Tonight I returned to UCLA for another evening in the ongoing Cecil B. DeMille series, a wonderful MGM pre-Code double bill consisting of MADAM SATAN (1930) and DYNAMITE (1929).
I first heard of MADAM SATAN a while back from Raquel at Out of the Past. Although I picked up the remastered DVD from the Warner Archive, I hadn't watched it yet, and I jumped at the chance to see this Cecil B. DeMille film on a big screen.
MADAM SATAN is one of the most deliriously crazy things I've ever seen, and I loved every minute. I watched much of it with my jaw dropped and all of it with a smile on my face.
HISTORY IS MADE AT NIGHT (1937).
Our heroine is Angela (Kay Johnson) -- note her name has "Angel" in it, the opposite of the film's title. The reserved Angela is dismayed to realize her husband Bob (Reginald Denny) is not being true to her; Bob seems to be bored with marriage and feels Angela is less of a "pal" and more of a "wife" since their marriage.
Angela eventually figures out Bob is seeing the very un-genteel Trixie (Lillian Roth), though Bob's best friend Jimmy (Roland Young) tries to pass Trixie off to Angela as his own wife. This leads to some very funny moments with doors opening and closing when all four people end up at Trixie's apartment. Angela vows to Trixie that she's going to win back her husband.
Next comes the centerpiece of the film, a wild masked ball Jimmy throws aboard a zeppelin! The exterior and interior shots of the zeppelin are mind-blowing; the art directors were Cedric Gibbons and future director Mitchell Leisen, who also served as DeMille's assistant director. The fantastic designs are up there with the sets of FEMALE (1933) and FOOTLIGHT PARADE (1933) for sheer awesomeness.
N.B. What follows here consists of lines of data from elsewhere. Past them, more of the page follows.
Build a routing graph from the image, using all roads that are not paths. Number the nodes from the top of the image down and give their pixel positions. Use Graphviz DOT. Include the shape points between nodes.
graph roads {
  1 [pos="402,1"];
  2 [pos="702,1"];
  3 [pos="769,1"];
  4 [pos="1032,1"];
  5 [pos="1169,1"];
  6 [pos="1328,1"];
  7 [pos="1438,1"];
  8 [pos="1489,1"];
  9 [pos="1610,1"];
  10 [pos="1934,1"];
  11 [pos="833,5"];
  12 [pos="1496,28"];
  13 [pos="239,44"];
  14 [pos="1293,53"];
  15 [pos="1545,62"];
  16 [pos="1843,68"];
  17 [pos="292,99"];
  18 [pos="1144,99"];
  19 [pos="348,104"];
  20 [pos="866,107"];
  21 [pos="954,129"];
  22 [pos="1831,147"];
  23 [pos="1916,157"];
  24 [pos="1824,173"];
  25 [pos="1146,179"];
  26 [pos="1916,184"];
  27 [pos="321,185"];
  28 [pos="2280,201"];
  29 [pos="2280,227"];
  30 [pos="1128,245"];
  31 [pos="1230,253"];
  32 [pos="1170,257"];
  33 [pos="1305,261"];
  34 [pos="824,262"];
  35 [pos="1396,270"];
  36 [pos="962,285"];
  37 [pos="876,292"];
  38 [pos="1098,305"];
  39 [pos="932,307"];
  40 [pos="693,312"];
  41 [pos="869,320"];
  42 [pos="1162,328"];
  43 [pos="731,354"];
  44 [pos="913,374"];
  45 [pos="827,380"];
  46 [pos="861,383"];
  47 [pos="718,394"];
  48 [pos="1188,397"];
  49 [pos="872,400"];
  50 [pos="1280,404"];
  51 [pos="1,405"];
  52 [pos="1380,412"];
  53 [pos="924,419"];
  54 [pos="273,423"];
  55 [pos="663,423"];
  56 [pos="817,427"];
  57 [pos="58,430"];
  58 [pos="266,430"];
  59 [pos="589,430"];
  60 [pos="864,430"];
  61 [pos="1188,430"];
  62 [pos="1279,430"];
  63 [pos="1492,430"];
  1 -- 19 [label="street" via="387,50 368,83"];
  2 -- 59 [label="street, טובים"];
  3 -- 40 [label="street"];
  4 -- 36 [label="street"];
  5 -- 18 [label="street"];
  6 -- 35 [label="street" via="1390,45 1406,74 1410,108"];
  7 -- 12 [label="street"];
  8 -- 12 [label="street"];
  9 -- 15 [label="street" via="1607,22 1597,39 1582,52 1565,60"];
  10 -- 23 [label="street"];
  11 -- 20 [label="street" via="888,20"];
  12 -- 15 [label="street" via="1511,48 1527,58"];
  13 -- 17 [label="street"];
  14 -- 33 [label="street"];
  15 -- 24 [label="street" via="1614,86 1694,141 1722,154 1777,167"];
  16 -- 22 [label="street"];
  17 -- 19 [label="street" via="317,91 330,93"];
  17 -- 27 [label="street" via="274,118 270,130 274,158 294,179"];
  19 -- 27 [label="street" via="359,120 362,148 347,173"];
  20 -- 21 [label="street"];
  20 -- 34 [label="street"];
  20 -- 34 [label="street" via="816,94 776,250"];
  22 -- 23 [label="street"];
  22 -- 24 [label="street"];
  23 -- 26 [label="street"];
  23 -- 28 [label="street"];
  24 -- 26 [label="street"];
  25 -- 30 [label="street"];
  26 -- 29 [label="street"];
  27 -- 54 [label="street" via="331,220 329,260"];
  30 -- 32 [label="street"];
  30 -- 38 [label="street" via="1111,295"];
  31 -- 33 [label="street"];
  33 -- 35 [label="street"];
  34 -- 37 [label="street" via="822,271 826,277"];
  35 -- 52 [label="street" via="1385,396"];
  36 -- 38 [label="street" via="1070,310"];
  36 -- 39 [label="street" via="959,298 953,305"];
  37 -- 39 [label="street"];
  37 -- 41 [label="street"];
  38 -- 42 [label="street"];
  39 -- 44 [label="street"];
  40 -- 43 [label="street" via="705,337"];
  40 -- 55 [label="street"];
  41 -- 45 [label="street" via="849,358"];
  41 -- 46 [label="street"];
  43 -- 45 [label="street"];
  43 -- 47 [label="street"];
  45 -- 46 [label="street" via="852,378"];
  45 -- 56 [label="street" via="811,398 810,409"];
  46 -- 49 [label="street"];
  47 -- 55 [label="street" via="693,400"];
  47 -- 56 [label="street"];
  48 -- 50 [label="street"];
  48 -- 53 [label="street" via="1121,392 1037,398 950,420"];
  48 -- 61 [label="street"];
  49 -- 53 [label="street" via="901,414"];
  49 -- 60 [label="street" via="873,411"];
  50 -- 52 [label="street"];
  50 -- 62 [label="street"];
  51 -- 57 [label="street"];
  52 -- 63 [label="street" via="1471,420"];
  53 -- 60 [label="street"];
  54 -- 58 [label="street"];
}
And the Adrian costumes! Some of the actresses are billed by their costumes: "Fish Girl," "Miss Conning Tower," "Call of the Wild," and "Spider Girl." Mary Carlisle was "Little Bo Peep"; I wish I'd seen her appearance at this film at the Egyptian Theatre last year. She had just turned 100 years old, and a friend Tweets that Mary stayed to watch the entire 126-minute movie!
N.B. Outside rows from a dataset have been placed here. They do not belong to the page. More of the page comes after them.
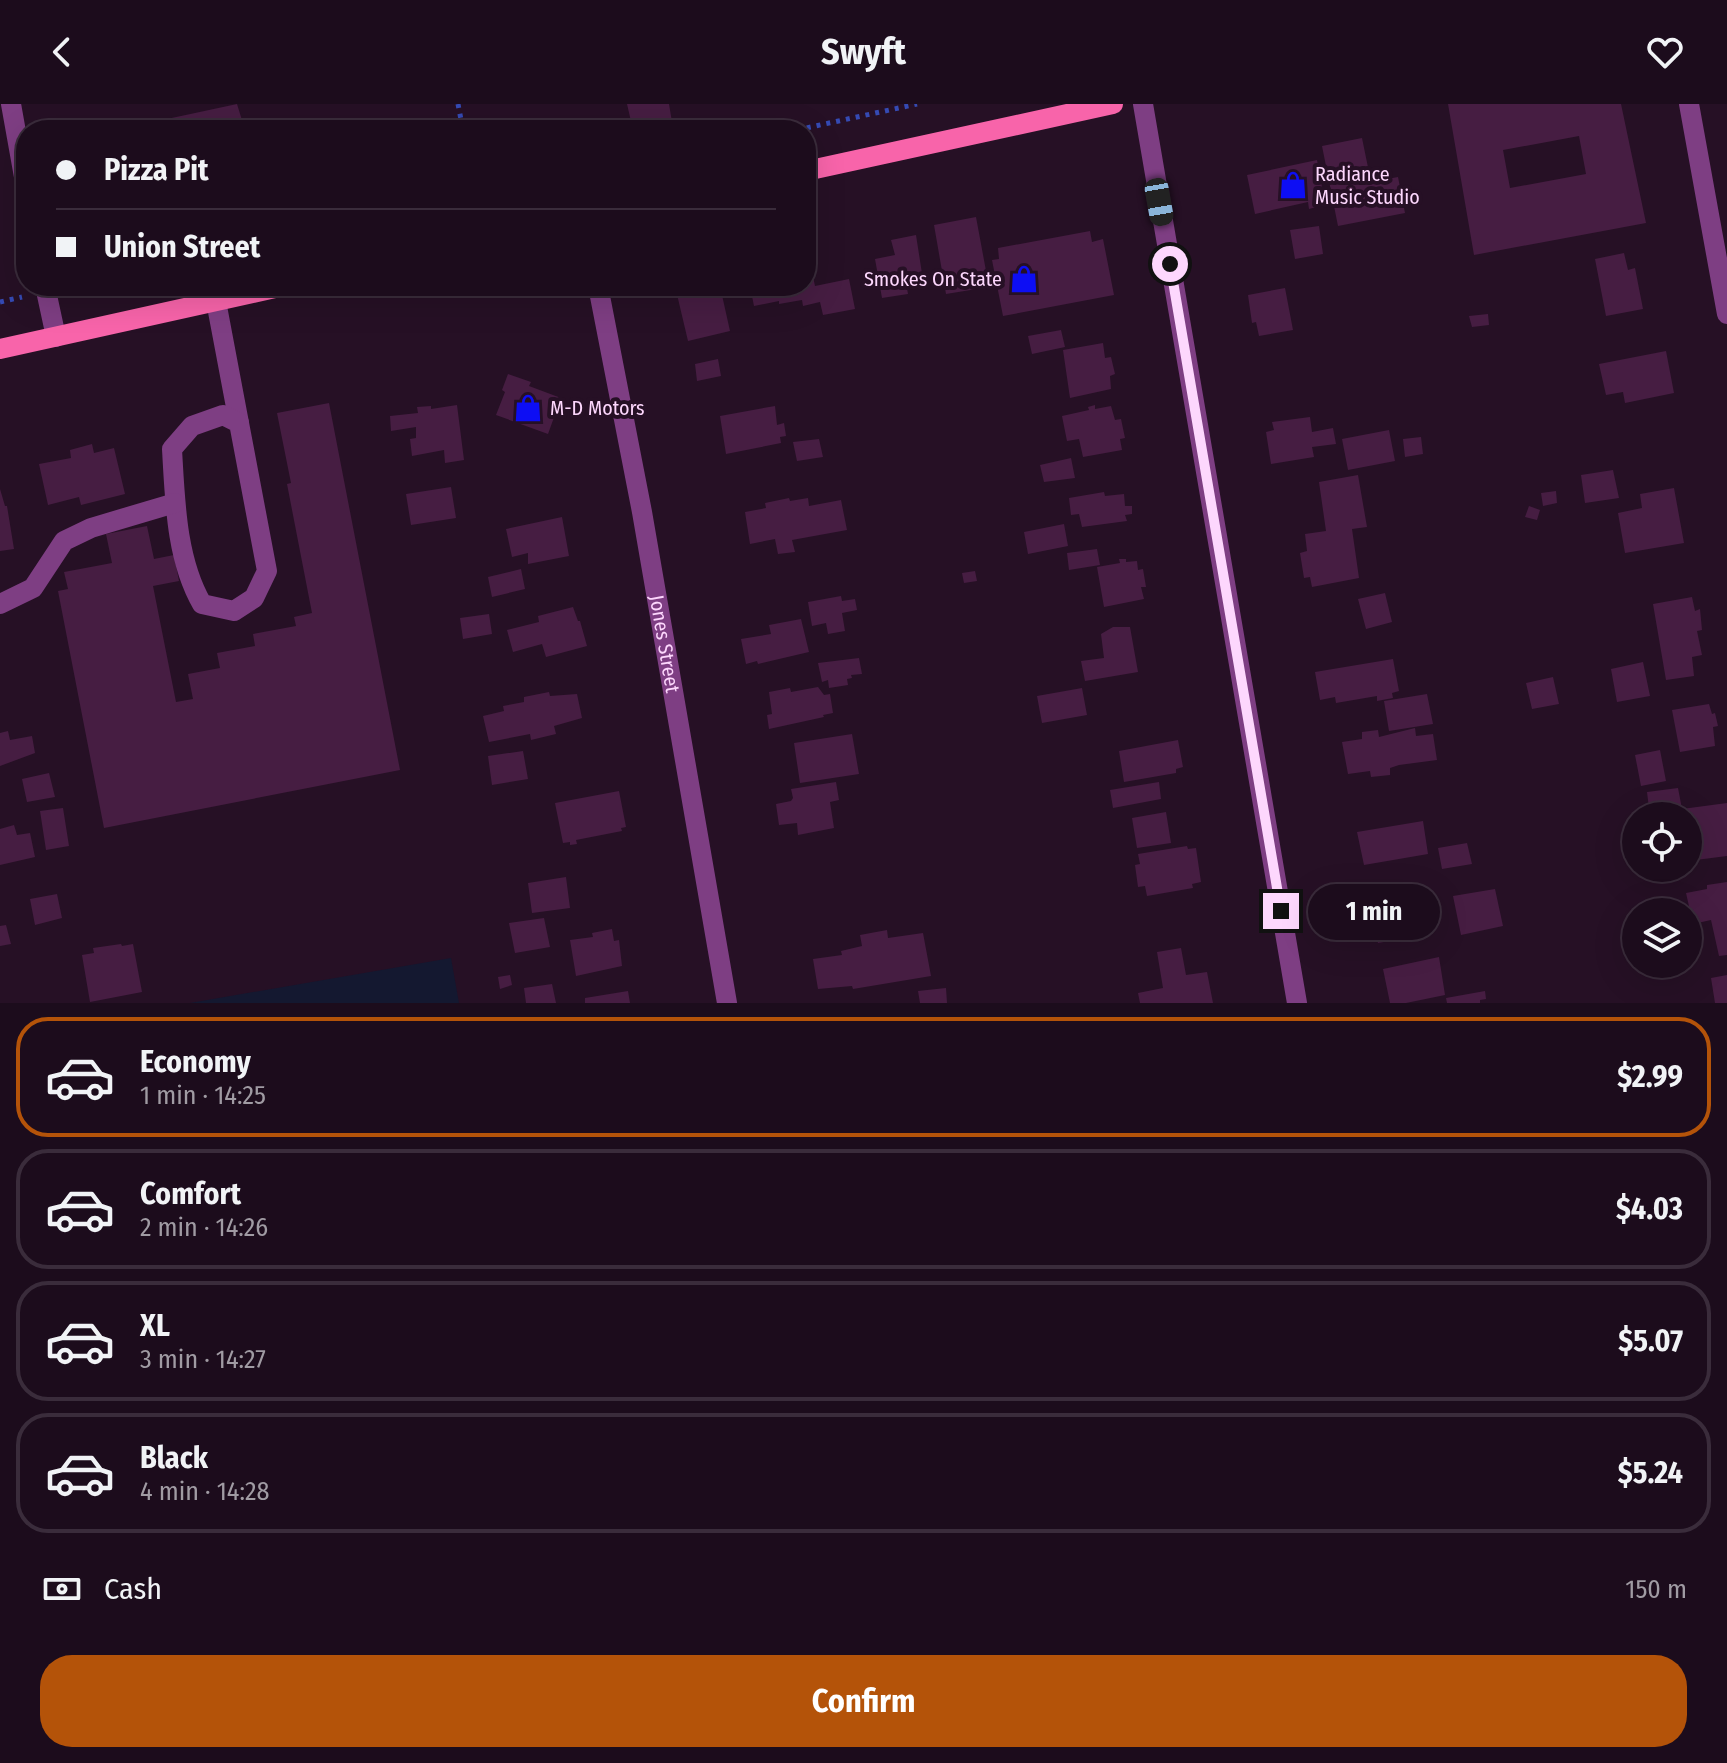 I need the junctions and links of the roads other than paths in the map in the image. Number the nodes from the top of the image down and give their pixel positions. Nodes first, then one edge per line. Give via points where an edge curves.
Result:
1 (11, 104) edge
2 (1113, 104) edge
3 (1143, 104) edge
4 (1689, 104) edge
5 (16, 132) edge
6 (816, 169) edge
7 (38, 296) edge
8 (239, 296) edge
9 (600, 296) edge
10 (216, 301) junction
11 (1727, 314) edge
12 (56, 337) junction
13 (0, 349) edge
14 (239, 423) junction
15 (175, 503) junction
16 (0, 604) edge
17 (727, 1003) edge
18 (1297, 1003) edge

1 - 5 street
2 - 6 main road
3 - 18 street
4 - 11 street
7 - 12 street
8 - 10 main road
9 - 17 street, Jones Street
10 - 12 main road
10 - 14 street
12 - 13 main road
14 - 15 street via 223,415 192,426 172,449
14 - 15 street via 267,571 254,598 234,611 202,604 191,584
15 - 16 street via 64,541 33,588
Into this wild gathering comes the dazzling, French-accented Madam Satan, who immediately lures Bob away from Trixie. Bob is enthralled by Madam Satan and promptly manages to be alone with her; things are getting white hot indeed when they're interrupted by Jimmy. Little does Bob know this seductive woman is his own previously very demure wife!
Act 3 comes when a violent storm causes the dirigible to become unmoored and the revelers must abandon ship; the design for the emergency parachute system for the guests is, once more, something else! I couldn't help thinking how cold it must have been for the party-goers to fly through the air in such flimsy costumes. The special effects here are pretty good even though some of it is a bit primitive.
An interesting side note, leading lady Kay Johnson was married to director John Cromwell and was the mother of Oscar-nominated actor James Cromwell.
MADAM SATAN was beautifully shot in black and white by Harold Rosson. (I read at one site that the costume party was originally filmed in early color and hope to learn more about that.) Like other notable DeMille films, it must be seen to be believed, and if possible on a giant screen!
I enjoyed this film tremendously, and although it's only January, I suspect this film may end up on my "Favorite Discoveries of 2015" list.
Previous DeMille films seen on a big screen: CLEOPATRA (1934), THE CRUSADES (1935), THE BUCCANEER (1938), and THE TEN COMMANDMENTS (1956).